■ EXERCISE DATA:
+++

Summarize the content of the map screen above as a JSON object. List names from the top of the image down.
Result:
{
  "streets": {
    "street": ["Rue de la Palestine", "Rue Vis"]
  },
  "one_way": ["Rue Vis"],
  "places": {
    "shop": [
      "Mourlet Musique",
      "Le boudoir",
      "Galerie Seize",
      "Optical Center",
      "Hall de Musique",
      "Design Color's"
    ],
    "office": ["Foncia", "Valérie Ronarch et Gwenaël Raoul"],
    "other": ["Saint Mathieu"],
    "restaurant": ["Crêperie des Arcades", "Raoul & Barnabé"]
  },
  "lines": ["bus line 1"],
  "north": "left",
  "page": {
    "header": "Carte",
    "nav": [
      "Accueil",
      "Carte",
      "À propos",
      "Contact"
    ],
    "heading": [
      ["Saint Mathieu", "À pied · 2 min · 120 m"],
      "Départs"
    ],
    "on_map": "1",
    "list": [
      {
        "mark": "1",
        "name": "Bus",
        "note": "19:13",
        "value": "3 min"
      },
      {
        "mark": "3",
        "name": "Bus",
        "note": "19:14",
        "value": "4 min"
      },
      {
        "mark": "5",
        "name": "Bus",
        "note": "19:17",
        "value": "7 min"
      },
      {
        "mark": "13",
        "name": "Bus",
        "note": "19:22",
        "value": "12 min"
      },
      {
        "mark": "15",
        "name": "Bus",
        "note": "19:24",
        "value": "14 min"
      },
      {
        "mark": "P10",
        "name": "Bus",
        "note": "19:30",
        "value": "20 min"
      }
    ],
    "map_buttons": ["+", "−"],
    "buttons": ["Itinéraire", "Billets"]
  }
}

+++

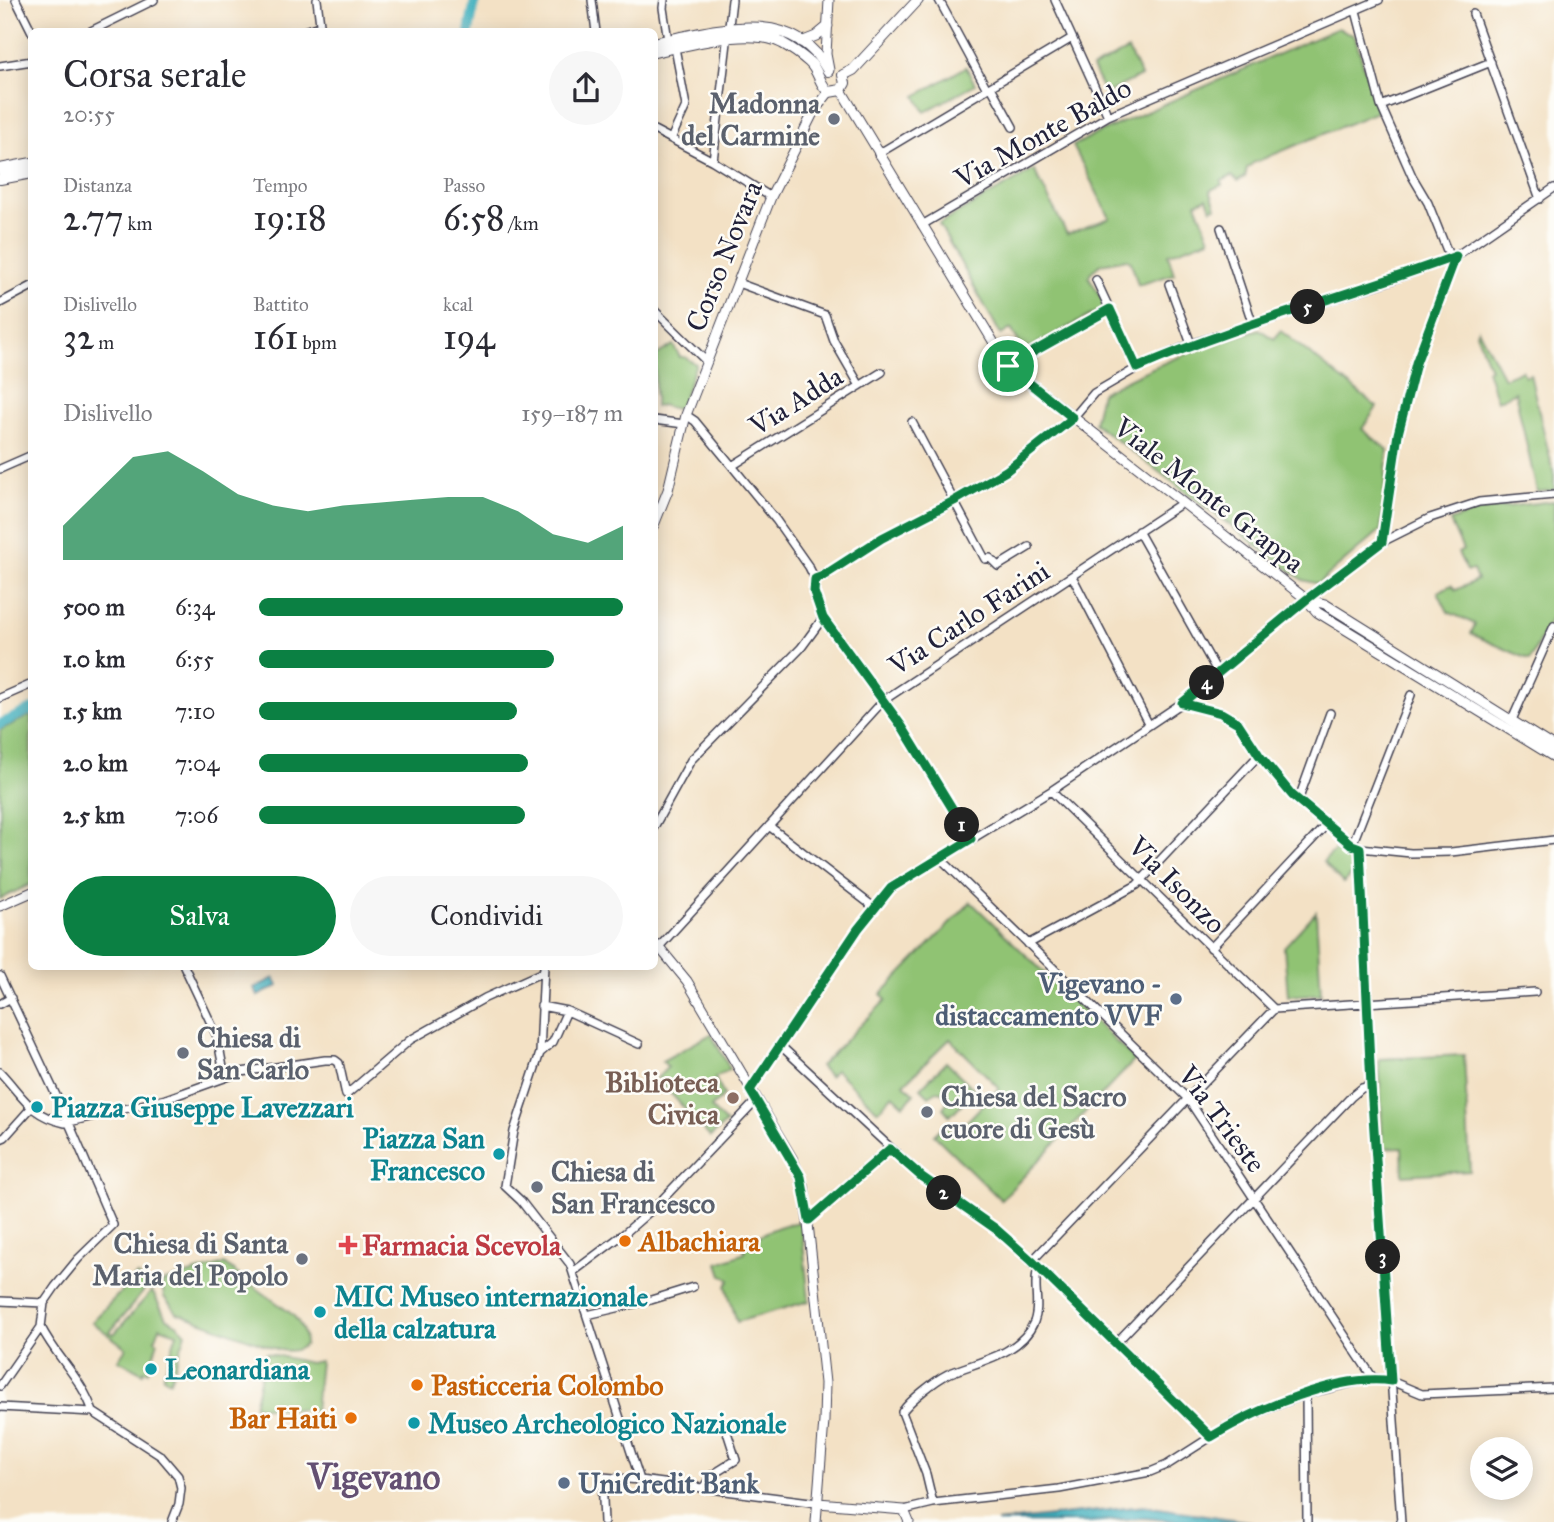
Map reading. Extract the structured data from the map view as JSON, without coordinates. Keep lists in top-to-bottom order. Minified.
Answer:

+++

■ PROMPT: Work out how many lines of the material contain the word "JSON" and answer with that number only.

■ OUTPUT BELOW: 2